What you should do
Return only the number of lines in the material below holding the string "this".

START Data extracts

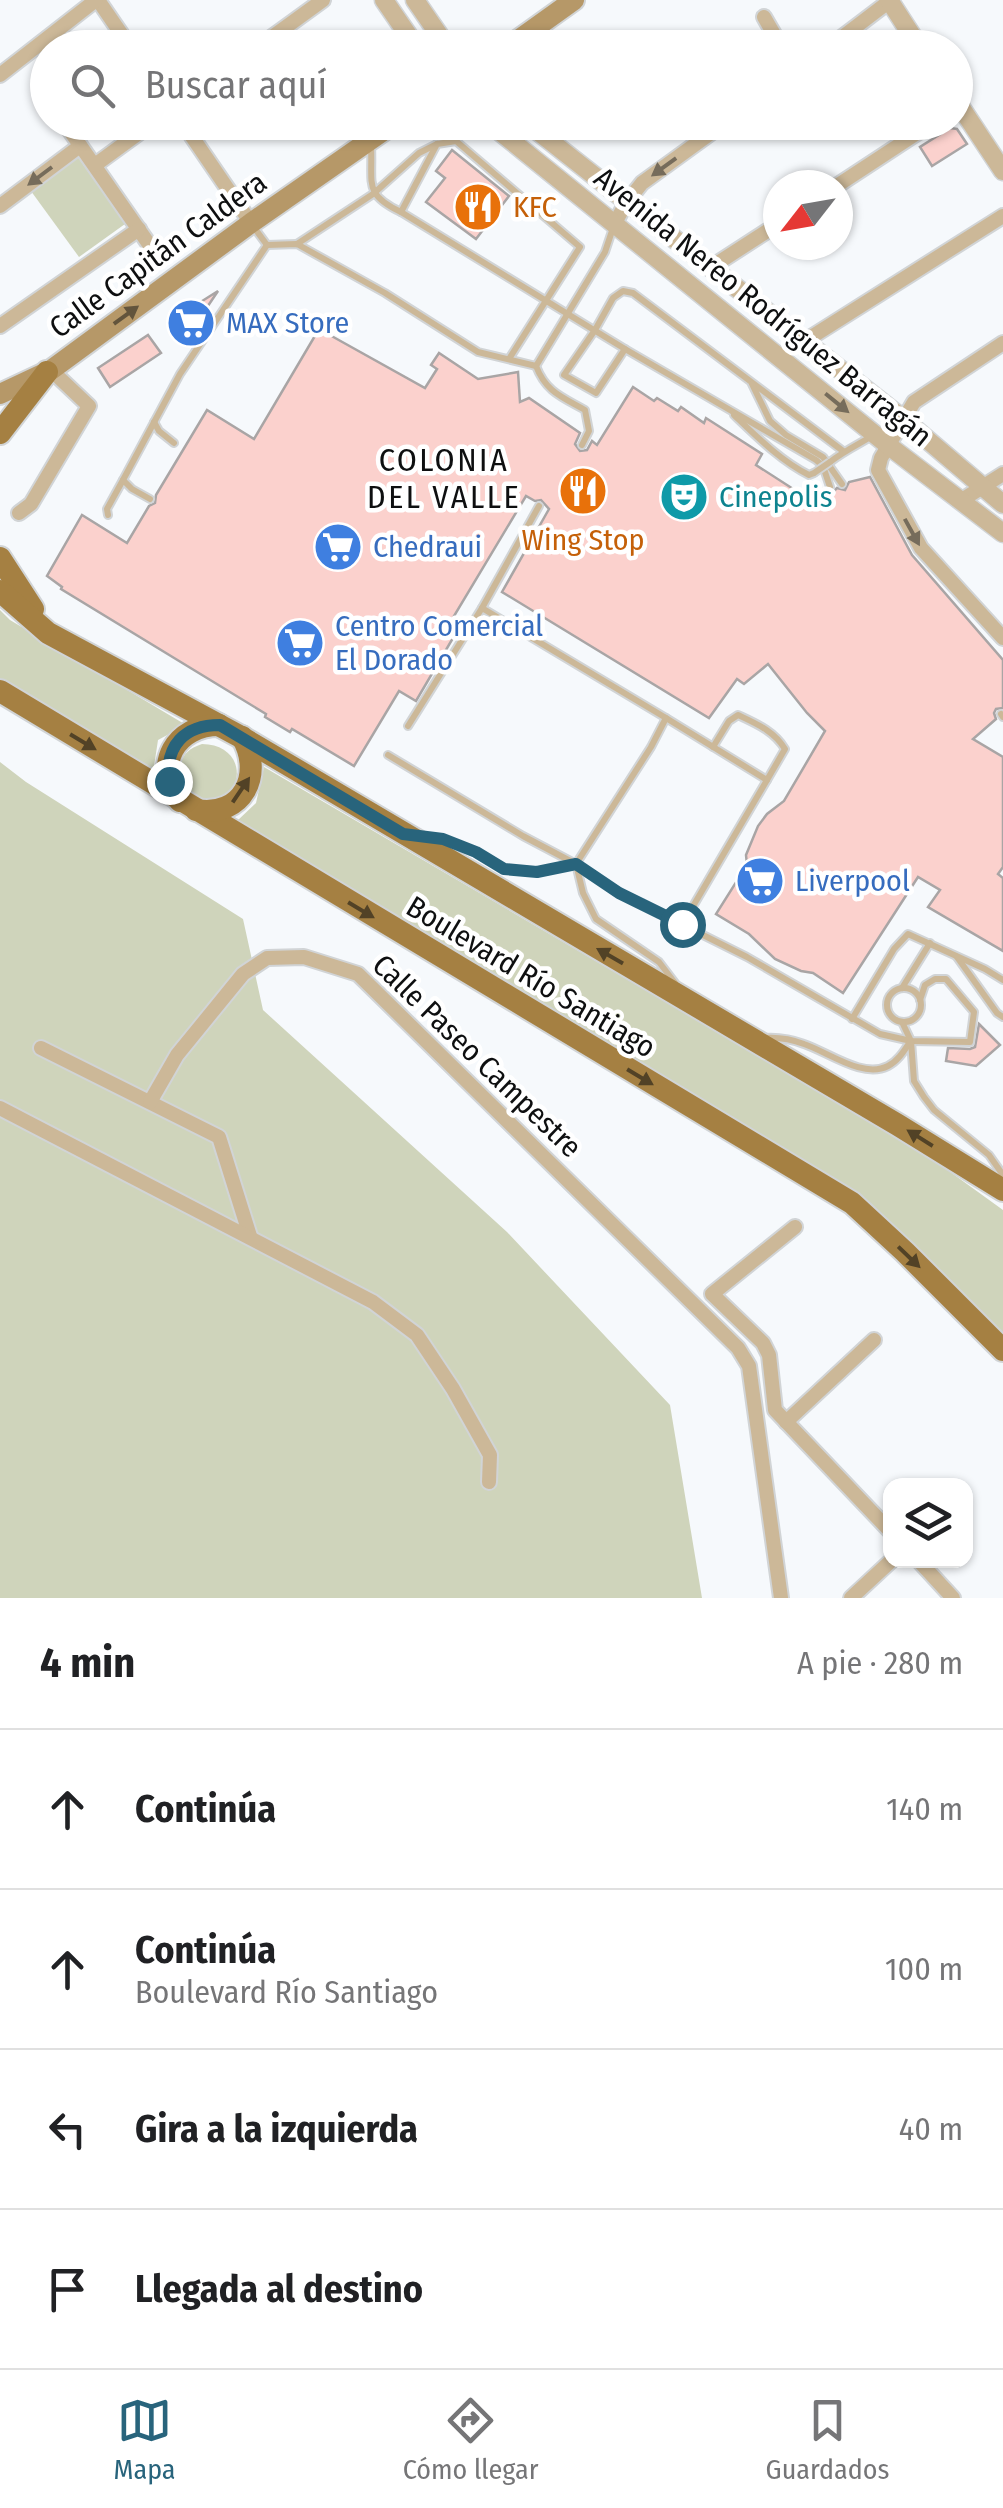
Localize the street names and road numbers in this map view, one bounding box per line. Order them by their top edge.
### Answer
street label: Avenida Nereo Rodríguez Barragán [587,160,939,454]
street label: Calle Capitán Caldera [42,164,274,346]
street label: Boulevard Río Santiago [400,888,662,1066]
street label: Calle Paseo Campestre [365,947,589,1165]

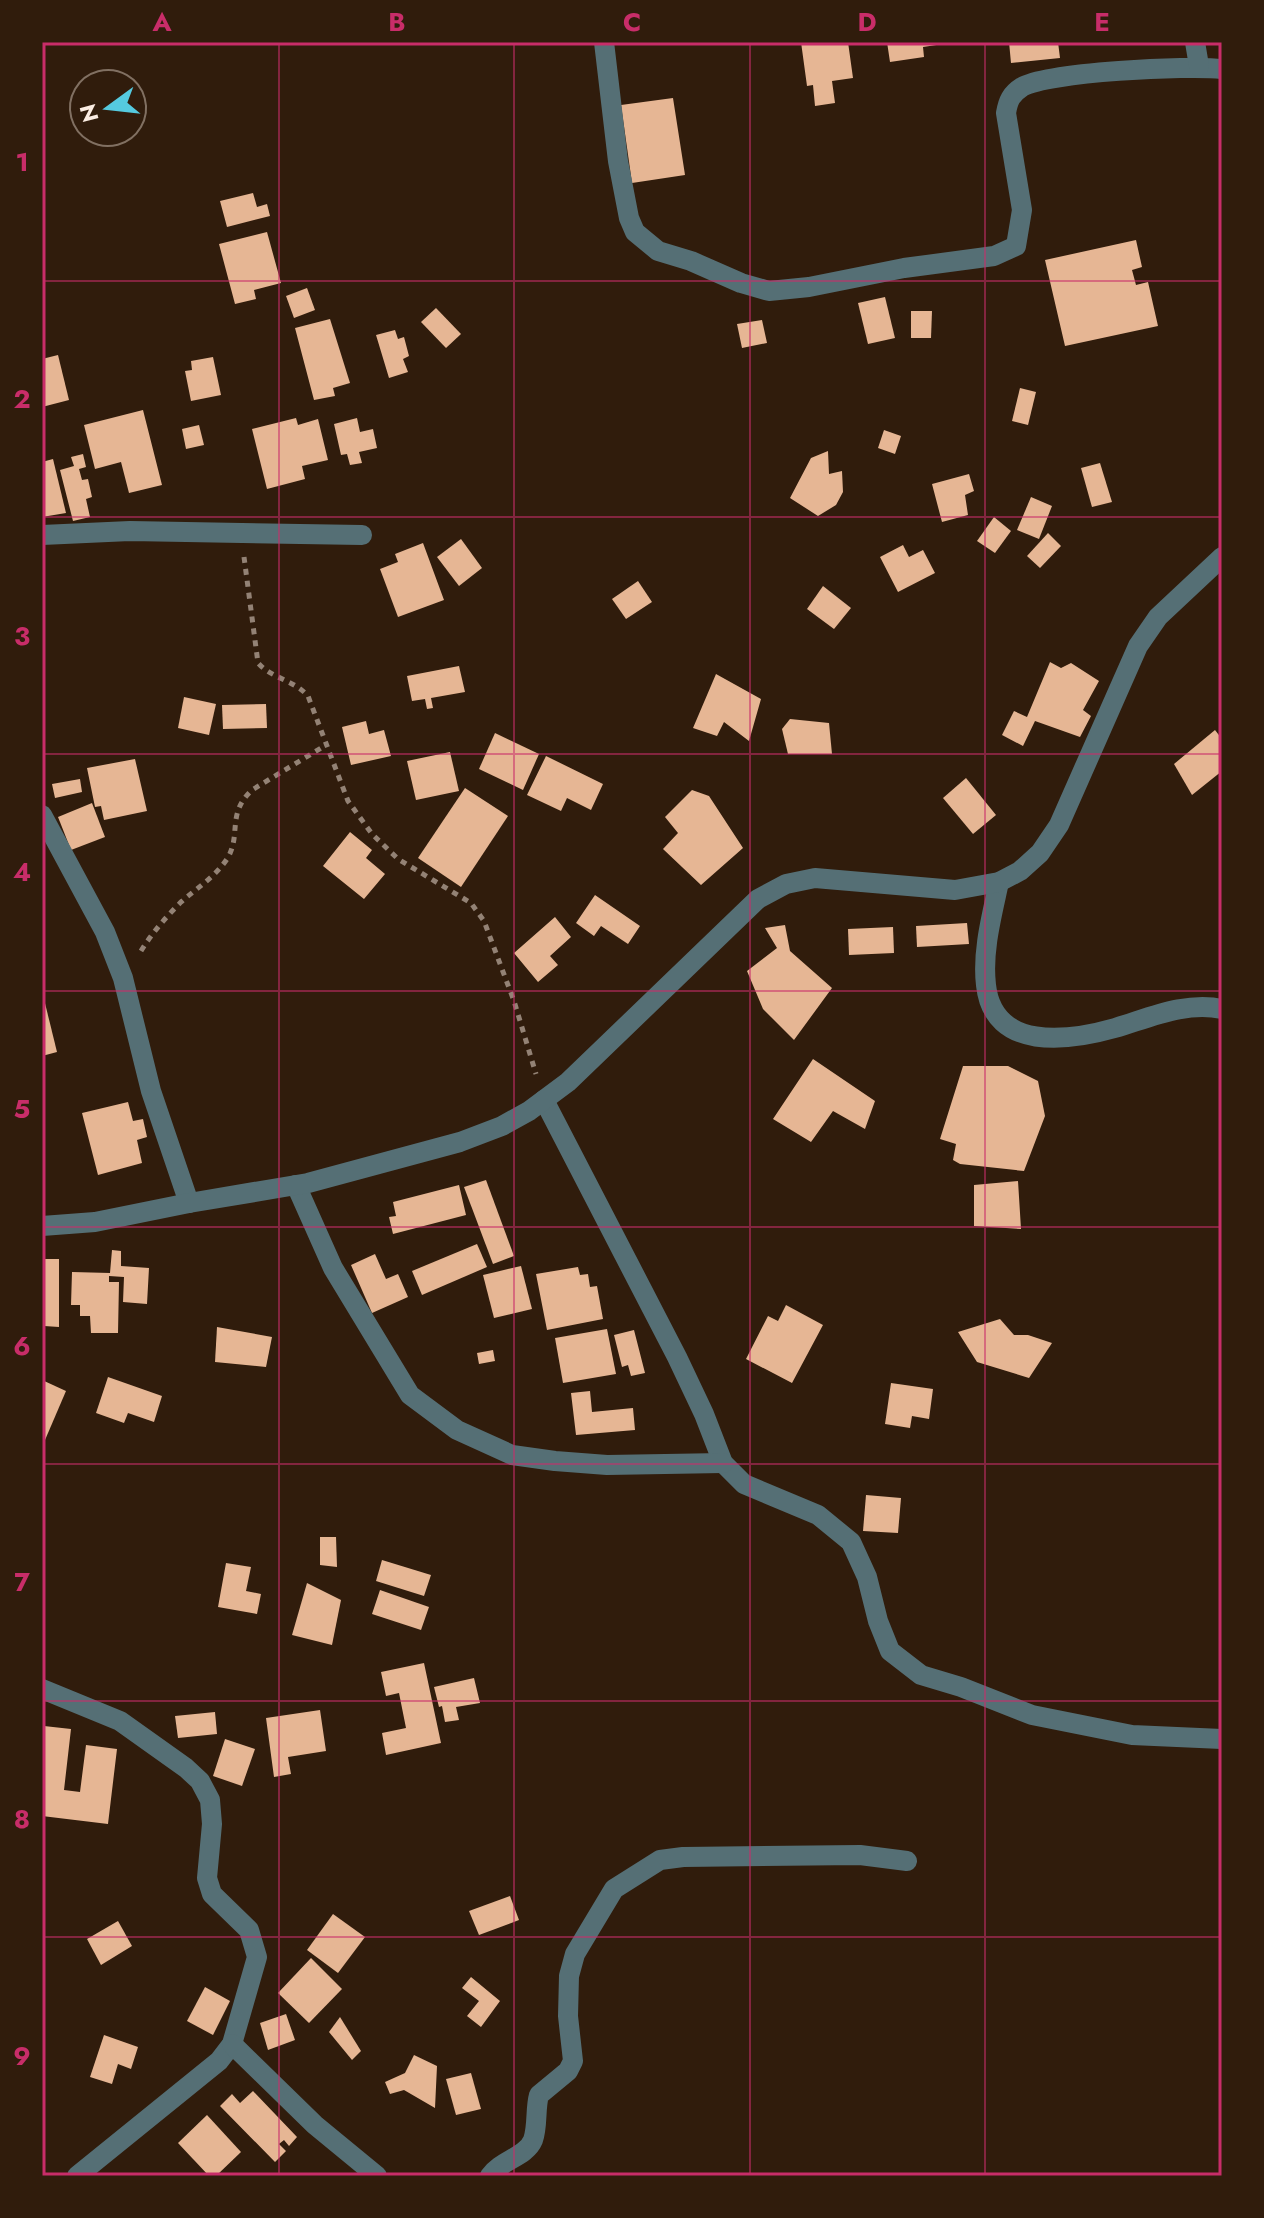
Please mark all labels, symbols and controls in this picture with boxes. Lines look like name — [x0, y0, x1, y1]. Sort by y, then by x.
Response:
text: A — [151, 3, 172, 41]
text: B — [388, 3, 406, 41]
text: C — [623, 3, 641, 41]
text: D — [857, 3, 877, 41]
text: E — [1094, 3, 1110, 41]
north arrow — [68, 68, 148, 148]
text: N — [71, 101, 106, 126]
text: 1 — [15, 143, 29, 181]
text: 2 — [13, 380, 31, 418]
text: 3 — [14, 617, 30, 655]
text: 4 — [13, 853, 31, 891]
text: 5 — [14, 1090, 30, 1128]
text: 6 — [13, 1327, 31, 1365]
text: 7 — [14, 1563, 30, 1601]
text: 8 — [14, 1800, 30, 1838]
text: 9 — [13, 2037, 31, 2075]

END Data extracts

Answer box
2